Dataset excerpts
+ + + +
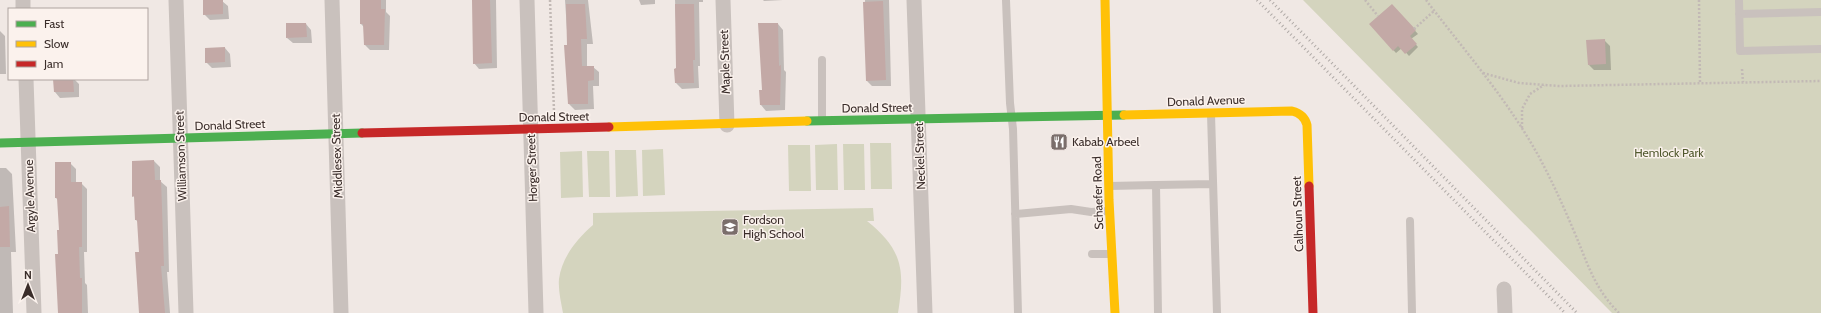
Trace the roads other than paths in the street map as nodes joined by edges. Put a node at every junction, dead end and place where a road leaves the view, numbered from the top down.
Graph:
1 (176, 0) edge
2 (332, 0) edge
3 (527, 0) edge
4 (723, 0) edge
5 (914, 0) edge
6 (1006, 0) edge
7 (1105, 0) edge
8 (1739, 0) edge
9 (1821, 12) edge
10 (1739, 14) junction
11 (1821, 49) edge
12 (822, 60) dead end
13 (26, 80) edge
14 (1211, 113) junction
15 (1108, 116) junction
16 (1304, 116) joint
17 (1012, 117) junction
18 (919, 119) junction
19 (822, 122) junction
20 (727, 125) junction
21 (531, 130) junction
22 (336, 134) junction
23 (180, 138) junction
24 (0, 143) edge
25 (28, 143) junction
26 (1213, 184) junction
27 (1156, 185) junction
28 (1109, 186) junction
29 (1110, 211) junction
30 (1015, 214) junction
31 (1410, 221) dead end
32 (1092, 254) dead end
33 (1113, 254) junction
34 (1504, 289) dead end
35 (34, 313) edge
36 (186, 313) edge
37 (341, 313) edge
38 (536, 313) edge
39 (925, 313) edge
40 (1018, 313) edge
41 (1115, 313) edge
42 (1158, 313) edge
43 (1217, 313) edge
44 (1313, 313) edge
45 (1412, 313) edge
46 (1505, 313) edge

1 - 23 street, Williamson Street
2 - 22 street, Middlesex Street
3 - 21 street, Horger Street
4 - 20 street, Maple Street
5 - 18 street, Neckel Street
6 - 17 lane
7 - 15 street, Schaefer Road
8 - 10 lane
9 - 10 lane
10 - 11 lane
12 - 19 lane
13 - 25 street, Argyle Avenue
14 - 15 street, Donald Avenue
14 - 16 street, Donald Avenue
14 - 26 lane
15 - 17 street, Donald Street
15 - 28 street, Schaefer Road
16 - 44 street, Calhoun Street
17 - 18 street, Donald Street
17 - 30 lane
18 - 19 street, Donald Street
18 - 39 street, Neckel Street
19 - 20 street, Donald Street
20 - 21 street, Donald Street
21 - 22 street, Donald Street
21 - 38 street, Horger Street
22 - 23 street, Donald Street
22 - 37 street, Middlesex Street
23 - 25 street, Donald Street
23 - 36 street, Williamson Street
24 - 25 street, Donald Street
25 - 35 street, Argyle Avenue
26 - 27 lane
26 - 43 lane
27 - 28 lane
27 - 42 lane
28 - 29 street, Schaefer Road
29 - 30 lane
29 - 33 street, Schaefer Road
30 - 40 lane
31 - 45 lane
32 - 33 lane
33 - 41 street, Schaefer Road
34 - 46 street

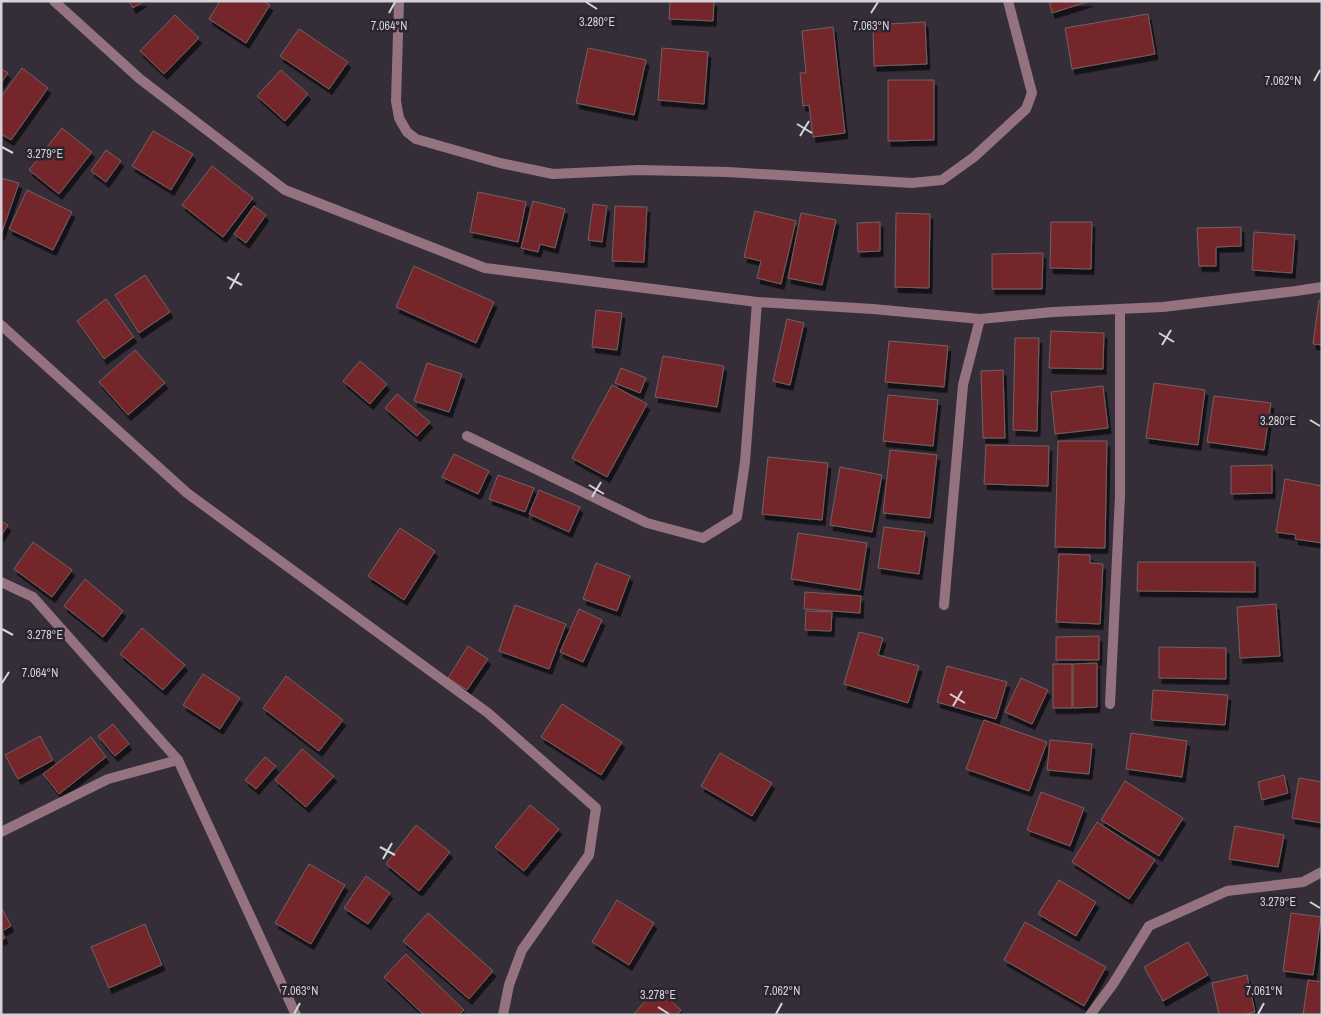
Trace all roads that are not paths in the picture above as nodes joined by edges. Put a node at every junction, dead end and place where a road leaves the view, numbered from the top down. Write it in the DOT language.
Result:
+ + + +
- About this task: For each record above, write it out exactly and omit any picture.

- Solution for this task:
Trace the roads other than paths in the street map as nodes joined by edges. Put a node at every junction, dead end and place where a road leaves the view, numbered from the top down.
Graph:
1 (176, 0) edge
2 (332, 0) edge
3 (527, 0) edge
4 (723, 0) edge
5 (914, 0) edge
6 (1006, 0) edge
7 (1105, 0) edge
8 (1739, 0) edge
9 (1821, 12) edge
10 (1739, 14) junction
11 (1821, 49) edge
12 (822, 60) dead end
13 (26, 80) edge
14 (1211, 113) junction
15 (1108, 116) junction
16 (1304, 116) joint
17 (1012, 117) junction
18 (919, 119) junction
19 (822, 122) junction
20 (727, 125) junction
21 (531, 130) junction
22 (336, 134) junction
23 (180, 138) junction
24 (0, 143) edge
25 (28, 143) junction
26 (1213, 184) junction
27 (1156, 185) junction
28 (1109, 186) junction
29 (1110, 211) junction
30 (1015, 214) junction
31 (1410, 221) dead end
32 (1092, 254) dead end
33 (1113, 254) junction
34 (1504, 289) dead end
35 (34, 313) edge
36 (186, 313) edge
37 (341, 313) edge
38 (536, 313) edge
39 (925, 313) edge
40 (1018, 313) edge
41 (1115, 313) edge
42 (1158, 313) edge
43 (1217, 313) edge
44 (1313, 313) edge
45 (1412, 313) edge
46 (1505, 313) edge

1 - 23 street, Williamson Street
2 - 22 street, Middlesex Street
3 - 21 street, Horger Street
4 - 20 street, Maple Street
5 - 18 street, Neckel Street
6 - 17 lane
7 - 15 street, Schaefer Road
8 - 10 lane
9 - 10 lane
10 - 11 lane
12 - 19 lane
13 - 25 street, Argyle Avenue
14 - 15 street, Donald Avenue
14 - 16 street, Donald Avenue
14 - 26 lane
15 - 17 street, Donald Street
15 - 28 street, Schaefer Road
16 - 44 street, Calhoun Street
17 - 18 street, Donald Street
17 - 30 lane
18 - 19 street, Donald Street
18 - 39 street, Neckel Street
19 - 20 street, Donald Street
20 - 21 street, Donald Street
21 - 22 street, Donald Street
21 - 38 street, Horger Street
22 - 23 street, Donald Street
22 - 37 street, Middlesex Street
23 - 25 street, Donald Street
23 - 36 street, Williamson Street
24 - 25 street, Donald Street
25 - 35 street, Argyle Avenue
26 - 27 lane
26 - 43 lane
27 - 28 lane
27 - 42 lane
28 - 29 street, Schaefer Road
29 - 30 lane
29 - 33 street, Schaefer Road
30 - 40 lane
31 - 45 lane
32 - 33 lane
33 - 41 street, Schaefer Road
34 - 46 street

Trace all roads that are not paths in the picture above as nodes joined by edges. Put a node at every junction, dead end and place where a road leaves the view, numbered from the top down. Write it in the DOT language.
Result:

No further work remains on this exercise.